I want something that is good for plants, but also won't be too hard on the shrimp. I'm planning on moving my fish to my 20 long, and my growing colony of RCS - which are currently in a 5g - to my 10g. For substate, I _usually_ use Fluval Stratum because it hasn't served me wrong yet. Until now. The pH buffering has never been a problem before, but now the pH is sitting at a low 6.0 and I'm not sure how to raise it to safer levels for my fish and my shrimp.

Any knowledge would be wonderful!

Thank you!


----------



## bacon5 (Jul 25, 2011)

I have had great success with this: Find a Distributor | Turface Athletics

I used the turface MVP. It is inert, but it is porous which allows it to absorb nutrients to be used by plants. It also looks nice and natural as well.

Also Baking Soda raises the Kh of the water which in turn raises the pH. Neocaridina shrimp like RCS benefit from higher Kh unlike caridina shrimp like CRS.

Hope this helps!


----------



## Chocochip03 (Mar 15, 2016)

bacon5 said:


> I have had great success with this: Find a Distributor | Turface Athletics
> 
> I used the turface MVP. It is inert, but it is porous which allows it to absorb nutrients to be used by plants. It also looks nice and natural as well.
> 
> ...


That's something I can definitely look into. It's going to take some time to escape the 10g anyway.
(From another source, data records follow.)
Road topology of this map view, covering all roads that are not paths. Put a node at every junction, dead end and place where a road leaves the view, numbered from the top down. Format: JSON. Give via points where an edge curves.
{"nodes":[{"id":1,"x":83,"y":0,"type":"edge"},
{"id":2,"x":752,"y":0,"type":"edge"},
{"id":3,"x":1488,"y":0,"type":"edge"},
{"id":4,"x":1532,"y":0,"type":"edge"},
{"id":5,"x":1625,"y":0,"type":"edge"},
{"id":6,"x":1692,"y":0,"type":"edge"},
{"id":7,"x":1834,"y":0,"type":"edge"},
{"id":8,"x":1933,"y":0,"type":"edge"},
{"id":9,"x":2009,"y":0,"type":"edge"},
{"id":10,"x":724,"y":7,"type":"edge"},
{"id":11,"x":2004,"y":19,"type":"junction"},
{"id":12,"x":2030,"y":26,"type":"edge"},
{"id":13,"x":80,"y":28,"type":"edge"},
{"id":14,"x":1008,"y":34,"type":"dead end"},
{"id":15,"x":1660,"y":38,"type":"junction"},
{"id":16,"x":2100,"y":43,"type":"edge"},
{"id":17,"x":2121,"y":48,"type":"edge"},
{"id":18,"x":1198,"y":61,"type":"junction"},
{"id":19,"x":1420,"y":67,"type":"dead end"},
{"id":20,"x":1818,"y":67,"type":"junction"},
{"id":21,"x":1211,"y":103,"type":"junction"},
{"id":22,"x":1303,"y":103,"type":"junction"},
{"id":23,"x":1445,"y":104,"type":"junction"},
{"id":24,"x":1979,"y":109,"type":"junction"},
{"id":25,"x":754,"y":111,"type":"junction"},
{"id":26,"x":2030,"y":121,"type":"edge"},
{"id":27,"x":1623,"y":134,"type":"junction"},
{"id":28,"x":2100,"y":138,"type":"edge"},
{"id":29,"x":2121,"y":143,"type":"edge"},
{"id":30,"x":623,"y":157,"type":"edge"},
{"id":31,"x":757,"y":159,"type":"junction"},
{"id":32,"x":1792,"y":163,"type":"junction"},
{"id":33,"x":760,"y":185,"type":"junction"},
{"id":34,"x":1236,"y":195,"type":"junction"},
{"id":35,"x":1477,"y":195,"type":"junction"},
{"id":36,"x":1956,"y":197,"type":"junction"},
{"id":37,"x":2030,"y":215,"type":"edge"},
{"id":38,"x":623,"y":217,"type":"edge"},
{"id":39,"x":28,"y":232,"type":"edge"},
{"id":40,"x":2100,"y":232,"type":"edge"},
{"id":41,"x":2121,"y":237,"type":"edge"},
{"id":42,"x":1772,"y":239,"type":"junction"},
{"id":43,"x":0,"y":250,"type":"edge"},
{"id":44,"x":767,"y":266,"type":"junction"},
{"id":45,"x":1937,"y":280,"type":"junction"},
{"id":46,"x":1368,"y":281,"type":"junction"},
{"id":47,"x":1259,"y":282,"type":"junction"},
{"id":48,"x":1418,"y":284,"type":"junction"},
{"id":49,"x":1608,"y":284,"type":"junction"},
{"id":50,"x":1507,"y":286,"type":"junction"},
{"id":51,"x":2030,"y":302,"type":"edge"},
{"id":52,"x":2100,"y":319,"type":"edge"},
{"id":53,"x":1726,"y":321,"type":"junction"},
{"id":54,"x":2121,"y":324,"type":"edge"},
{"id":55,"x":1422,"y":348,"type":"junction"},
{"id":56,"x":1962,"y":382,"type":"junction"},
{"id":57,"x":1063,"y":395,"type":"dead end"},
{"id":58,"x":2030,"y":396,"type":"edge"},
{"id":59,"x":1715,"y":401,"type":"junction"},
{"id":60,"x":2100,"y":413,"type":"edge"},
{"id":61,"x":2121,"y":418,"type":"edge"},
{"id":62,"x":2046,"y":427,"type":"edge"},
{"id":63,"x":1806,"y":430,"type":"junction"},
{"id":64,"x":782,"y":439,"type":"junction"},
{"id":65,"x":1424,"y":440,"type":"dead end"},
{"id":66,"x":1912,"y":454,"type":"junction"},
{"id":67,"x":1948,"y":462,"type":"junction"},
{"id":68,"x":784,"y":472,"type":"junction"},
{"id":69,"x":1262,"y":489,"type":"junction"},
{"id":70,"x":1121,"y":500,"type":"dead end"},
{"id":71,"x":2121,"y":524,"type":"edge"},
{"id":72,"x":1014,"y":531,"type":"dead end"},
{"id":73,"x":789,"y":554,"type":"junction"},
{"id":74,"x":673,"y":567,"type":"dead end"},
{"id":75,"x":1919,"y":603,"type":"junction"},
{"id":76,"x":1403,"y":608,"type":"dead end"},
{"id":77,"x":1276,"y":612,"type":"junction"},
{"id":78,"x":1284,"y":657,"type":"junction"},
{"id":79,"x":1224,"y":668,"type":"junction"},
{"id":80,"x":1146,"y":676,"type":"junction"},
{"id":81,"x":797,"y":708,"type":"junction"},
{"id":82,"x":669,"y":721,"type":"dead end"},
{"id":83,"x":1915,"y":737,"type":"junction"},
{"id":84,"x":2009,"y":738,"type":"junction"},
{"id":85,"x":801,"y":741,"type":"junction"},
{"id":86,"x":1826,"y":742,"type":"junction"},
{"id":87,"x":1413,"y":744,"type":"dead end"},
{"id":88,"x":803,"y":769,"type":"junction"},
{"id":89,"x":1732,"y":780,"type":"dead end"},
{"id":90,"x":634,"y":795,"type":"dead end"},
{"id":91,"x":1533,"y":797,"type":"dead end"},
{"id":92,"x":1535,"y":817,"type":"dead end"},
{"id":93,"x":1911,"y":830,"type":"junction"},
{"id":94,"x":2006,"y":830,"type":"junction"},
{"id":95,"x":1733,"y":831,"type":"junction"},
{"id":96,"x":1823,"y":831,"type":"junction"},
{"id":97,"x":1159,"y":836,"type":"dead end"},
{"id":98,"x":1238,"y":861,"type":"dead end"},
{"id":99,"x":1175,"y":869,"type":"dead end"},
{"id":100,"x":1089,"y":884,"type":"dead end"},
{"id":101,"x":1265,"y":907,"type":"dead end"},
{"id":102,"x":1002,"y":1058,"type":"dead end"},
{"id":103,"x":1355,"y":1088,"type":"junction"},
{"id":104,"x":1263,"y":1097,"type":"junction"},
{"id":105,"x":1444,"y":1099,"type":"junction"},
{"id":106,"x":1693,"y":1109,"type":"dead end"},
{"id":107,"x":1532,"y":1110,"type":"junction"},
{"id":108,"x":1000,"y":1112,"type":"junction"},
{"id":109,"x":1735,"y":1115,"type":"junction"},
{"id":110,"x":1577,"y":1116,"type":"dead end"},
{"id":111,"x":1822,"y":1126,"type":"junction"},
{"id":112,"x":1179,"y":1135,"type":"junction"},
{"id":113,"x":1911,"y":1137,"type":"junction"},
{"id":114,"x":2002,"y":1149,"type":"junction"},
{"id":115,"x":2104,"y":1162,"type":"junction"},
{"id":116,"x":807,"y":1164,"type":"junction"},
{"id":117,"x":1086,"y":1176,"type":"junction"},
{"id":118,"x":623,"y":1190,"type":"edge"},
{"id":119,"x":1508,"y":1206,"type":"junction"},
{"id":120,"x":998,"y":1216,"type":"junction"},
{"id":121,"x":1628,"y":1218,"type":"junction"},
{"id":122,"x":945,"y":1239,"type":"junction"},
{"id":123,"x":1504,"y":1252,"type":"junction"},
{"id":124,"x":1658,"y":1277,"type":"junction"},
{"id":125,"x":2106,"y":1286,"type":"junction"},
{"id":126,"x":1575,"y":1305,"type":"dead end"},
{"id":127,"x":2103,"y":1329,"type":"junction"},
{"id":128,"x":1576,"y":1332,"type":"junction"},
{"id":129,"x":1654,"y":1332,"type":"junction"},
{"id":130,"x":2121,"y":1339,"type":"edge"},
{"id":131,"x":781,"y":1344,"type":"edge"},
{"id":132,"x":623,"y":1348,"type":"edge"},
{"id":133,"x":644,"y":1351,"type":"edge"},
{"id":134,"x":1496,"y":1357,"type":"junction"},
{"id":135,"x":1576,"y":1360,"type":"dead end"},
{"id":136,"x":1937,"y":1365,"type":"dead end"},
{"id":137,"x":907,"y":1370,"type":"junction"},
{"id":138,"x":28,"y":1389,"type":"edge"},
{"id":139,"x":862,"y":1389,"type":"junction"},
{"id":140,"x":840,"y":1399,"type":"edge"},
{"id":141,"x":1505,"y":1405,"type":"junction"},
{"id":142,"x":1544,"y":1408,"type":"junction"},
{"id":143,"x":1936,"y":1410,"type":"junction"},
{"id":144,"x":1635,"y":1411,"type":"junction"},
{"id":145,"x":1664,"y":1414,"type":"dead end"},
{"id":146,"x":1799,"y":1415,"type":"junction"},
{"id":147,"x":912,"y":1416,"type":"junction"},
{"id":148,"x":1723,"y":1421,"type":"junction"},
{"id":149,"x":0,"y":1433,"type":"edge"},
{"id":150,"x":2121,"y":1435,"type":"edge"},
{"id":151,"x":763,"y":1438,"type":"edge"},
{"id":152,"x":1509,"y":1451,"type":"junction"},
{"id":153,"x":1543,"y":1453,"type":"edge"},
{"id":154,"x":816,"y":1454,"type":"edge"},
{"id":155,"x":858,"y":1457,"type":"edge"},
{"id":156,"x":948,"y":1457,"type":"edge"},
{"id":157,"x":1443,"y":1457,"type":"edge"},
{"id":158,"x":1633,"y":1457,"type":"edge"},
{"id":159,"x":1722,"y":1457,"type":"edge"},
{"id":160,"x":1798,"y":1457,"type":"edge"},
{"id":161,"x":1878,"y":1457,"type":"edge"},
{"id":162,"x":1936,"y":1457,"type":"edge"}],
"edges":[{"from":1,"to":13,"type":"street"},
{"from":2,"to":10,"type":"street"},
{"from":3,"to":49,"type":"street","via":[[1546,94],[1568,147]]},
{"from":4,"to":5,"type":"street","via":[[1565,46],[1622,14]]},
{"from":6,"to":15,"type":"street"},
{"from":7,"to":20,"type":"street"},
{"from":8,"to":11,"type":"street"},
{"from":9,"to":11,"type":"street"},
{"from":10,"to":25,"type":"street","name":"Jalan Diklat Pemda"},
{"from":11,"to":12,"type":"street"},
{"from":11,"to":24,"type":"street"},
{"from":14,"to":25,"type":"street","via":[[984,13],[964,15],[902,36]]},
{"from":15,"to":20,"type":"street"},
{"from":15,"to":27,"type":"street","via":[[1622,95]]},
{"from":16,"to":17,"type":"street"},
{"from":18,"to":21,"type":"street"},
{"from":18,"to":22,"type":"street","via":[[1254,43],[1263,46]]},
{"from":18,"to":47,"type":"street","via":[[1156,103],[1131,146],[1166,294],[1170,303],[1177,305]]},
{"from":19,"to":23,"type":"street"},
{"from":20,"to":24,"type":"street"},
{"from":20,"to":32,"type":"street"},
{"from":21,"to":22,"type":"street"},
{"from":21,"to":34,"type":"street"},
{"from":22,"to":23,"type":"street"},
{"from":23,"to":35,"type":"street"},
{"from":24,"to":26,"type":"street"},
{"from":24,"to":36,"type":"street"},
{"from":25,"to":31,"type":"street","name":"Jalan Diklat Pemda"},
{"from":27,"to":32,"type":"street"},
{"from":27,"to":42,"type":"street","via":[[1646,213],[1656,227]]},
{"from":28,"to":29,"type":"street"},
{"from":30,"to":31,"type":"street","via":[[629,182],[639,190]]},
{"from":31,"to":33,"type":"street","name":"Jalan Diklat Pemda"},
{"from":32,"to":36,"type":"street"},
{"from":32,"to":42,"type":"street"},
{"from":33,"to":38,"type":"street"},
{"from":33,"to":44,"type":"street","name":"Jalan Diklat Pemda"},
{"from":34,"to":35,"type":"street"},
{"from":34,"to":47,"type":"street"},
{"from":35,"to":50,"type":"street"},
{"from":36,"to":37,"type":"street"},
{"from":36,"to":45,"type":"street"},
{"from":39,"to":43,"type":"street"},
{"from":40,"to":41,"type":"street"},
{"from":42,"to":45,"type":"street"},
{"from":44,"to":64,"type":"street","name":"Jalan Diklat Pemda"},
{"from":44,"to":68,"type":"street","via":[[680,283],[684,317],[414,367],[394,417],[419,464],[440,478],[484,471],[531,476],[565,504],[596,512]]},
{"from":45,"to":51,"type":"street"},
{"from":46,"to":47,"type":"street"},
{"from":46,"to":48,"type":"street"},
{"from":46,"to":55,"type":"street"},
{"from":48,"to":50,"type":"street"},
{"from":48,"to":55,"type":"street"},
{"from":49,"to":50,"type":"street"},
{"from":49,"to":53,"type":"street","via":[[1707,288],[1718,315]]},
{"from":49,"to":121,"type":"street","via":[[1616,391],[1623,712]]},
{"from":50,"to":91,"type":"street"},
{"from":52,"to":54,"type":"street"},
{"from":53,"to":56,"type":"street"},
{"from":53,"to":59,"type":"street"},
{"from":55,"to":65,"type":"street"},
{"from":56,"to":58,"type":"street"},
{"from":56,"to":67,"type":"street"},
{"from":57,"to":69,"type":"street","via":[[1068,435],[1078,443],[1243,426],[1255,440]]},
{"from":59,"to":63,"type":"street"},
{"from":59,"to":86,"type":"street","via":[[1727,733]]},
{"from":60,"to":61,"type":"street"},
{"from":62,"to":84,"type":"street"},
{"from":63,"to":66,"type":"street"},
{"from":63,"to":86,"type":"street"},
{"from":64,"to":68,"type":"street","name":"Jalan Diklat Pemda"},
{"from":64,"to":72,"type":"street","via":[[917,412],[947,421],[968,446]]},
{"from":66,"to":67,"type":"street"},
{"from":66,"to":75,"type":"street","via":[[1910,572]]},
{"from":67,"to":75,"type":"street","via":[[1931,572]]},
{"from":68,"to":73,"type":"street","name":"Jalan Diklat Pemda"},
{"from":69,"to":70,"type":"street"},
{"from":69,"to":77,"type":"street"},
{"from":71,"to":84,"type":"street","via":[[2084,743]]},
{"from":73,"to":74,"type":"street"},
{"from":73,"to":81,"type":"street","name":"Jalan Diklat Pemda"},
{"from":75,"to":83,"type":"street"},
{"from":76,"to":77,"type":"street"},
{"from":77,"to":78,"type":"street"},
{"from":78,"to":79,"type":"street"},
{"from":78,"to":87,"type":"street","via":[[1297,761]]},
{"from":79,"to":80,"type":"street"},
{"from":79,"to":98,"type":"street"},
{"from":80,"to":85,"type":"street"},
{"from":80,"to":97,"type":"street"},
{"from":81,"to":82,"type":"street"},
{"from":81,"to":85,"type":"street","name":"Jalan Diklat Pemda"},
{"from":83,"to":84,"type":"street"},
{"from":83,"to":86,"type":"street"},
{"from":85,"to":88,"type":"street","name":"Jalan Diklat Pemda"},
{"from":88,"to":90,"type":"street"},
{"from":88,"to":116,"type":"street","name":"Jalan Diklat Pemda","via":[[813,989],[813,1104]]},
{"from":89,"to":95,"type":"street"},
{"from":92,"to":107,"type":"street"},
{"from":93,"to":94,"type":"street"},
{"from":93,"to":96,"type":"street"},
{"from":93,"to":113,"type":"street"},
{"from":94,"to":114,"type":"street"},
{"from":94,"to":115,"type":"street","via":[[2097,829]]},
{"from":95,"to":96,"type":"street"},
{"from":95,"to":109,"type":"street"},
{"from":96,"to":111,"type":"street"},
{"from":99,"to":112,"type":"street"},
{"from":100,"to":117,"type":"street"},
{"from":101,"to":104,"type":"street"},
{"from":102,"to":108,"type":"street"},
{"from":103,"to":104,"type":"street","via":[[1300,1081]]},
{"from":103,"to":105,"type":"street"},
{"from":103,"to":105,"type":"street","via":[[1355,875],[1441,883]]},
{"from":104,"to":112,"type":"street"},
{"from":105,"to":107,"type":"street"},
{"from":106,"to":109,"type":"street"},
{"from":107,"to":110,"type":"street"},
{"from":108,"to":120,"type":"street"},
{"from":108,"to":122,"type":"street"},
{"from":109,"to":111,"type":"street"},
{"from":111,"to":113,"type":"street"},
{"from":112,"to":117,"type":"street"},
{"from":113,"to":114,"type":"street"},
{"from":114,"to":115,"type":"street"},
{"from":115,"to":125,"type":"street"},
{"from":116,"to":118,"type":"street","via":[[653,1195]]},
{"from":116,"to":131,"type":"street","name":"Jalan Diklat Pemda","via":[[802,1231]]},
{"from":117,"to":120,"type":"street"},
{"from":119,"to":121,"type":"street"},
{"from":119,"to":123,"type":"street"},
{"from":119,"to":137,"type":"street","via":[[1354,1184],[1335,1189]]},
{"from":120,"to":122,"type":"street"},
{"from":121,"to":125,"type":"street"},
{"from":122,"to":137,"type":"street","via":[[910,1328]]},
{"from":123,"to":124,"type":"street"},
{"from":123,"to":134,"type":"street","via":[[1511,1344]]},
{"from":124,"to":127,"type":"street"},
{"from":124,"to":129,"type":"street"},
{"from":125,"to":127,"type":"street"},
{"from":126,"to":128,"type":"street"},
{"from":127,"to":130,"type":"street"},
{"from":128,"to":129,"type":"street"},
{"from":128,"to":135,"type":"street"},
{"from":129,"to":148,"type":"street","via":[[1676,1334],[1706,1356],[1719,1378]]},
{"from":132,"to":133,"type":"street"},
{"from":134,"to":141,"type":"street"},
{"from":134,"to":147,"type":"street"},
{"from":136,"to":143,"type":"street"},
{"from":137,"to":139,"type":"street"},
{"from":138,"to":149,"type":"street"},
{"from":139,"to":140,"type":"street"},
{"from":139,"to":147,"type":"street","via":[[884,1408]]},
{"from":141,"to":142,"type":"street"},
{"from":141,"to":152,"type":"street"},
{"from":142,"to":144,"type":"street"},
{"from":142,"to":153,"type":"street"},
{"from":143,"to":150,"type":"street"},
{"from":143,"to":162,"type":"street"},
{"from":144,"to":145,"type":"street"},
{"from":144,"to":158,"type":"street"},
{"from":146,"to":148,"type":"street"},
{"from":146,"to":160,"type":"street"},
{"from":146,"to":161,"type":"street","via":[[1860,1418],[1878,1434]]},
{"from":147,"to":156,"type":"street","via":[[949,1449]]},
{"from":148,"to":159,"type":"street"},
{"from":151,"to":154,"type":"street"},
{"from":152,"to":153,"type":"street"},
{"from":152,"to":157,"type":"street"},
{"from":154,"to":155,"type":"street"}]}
What about adding a layer of crushed coral under the substrate? I know it's mostly made for cichlids, so I don't want to add too much. But would it help to boost the KH and GH? Or I could stick it in the filter in a small filter bag?


----------



## natemcnutty (May 26, 2016)

Chocochip03 said:


> That's something I can definitely look into. It's going to take some time to escape the 10g anyway.
> 
> What about adding a layer of crushed coral under the substrate? I know it's mostly made for cichlids, so I don't want to add too much. But would it help to boost the KH and GH? Or I could stick it in the filter in a small filter bag?


I'd be careful with crushed coral because you can't control it. At least with baking soda, you can measure it into your water changes. Also, I'd get the API GH/KH kit so you can know exactly what those parameters are. That should help with gradually shifting your parameters.


----------



## Chocochip03 (Mar 15, 2016)

natemcnutty said:


> I'd be careful with crushed coral because you can't control it. At least with baking soda, you can measure it into your water changes. Also, I'd get the API GH/KH kit so you can know exactly what those parameters are. That should help with gradually shifting your parameters.


Yeah, good point. I'll definitely pick up the test kit because I was looking for something like that earlier.

Would Seachem's Fluorite Black Sand be safe for shrimp? I would like something that the shrimp can play in and still helps my plants to a degree.


----------



## natemcnutty (May 26, 2016)

Chocochip03 said:


> Yeah, good point. I'll definitely pick up the test kit because I was looking for something like that earlier.
> 
> Would Seachem's Fluorite Black Sand be safe for shrimp? I would like something that the shrimp can play in and still helps my plants to a degree.


Should be fine, but I have no experience with it. I run inert sand in my shrimp tanks to reduce variables in my tank. Maybe someone else here uses it and has shrimp that can comment


----------



## benealing (Jan 9, 2015)

I use black diamond blasting sand from Tractor Supply in my 20g and 75g. Great for planting, doesn't alter water parameters, and the shrimp have done great. Lots of threads here on using blasting sand. Very inexpensive!

Ben


----------



## GrampsGrunge (Jun 18, 2012)

benealing said:


> I use black diamond blasting sand from Tractor Supply in my 20g and 75g. Great for planting, doesn't alter water parameters, and the shrimp have done great. Lots of threads here on using blasting sand. Very inexpensive!
> 
> Ben


 Some have mentioned that Black Diamond Blasting sand will release a bit of an oily film. Since Cardina shrimp are somewhat touchy about their water quality, I'd be looking at a source of gravel that doesn't have the potential to have contaminants. Is there a local building supply that has masonry gravel that isn't limestone or otherwise alkaline/carbonate mineral based?


----------



## benealing (Jan 9, 2015)

If the shrimp are red cherry shrimp, they are neocaridina and not nearly as sensitive, or expensive.


----------



## natemcnutty (May 26, 2016)

Black diamond blasting sand is perfectly fine for both RCS and CRS. Three of my tanks use it, and I've never had an oily film. I rinsed about a gallon of it at a time in a 5 gallon bucket until it ran clear, just like anything else you'd rinse off.

If you do get a film, just soak it up with a paper towel or use a surface skimmer.

Sent from my Nexus 6 using Tapatalk


----------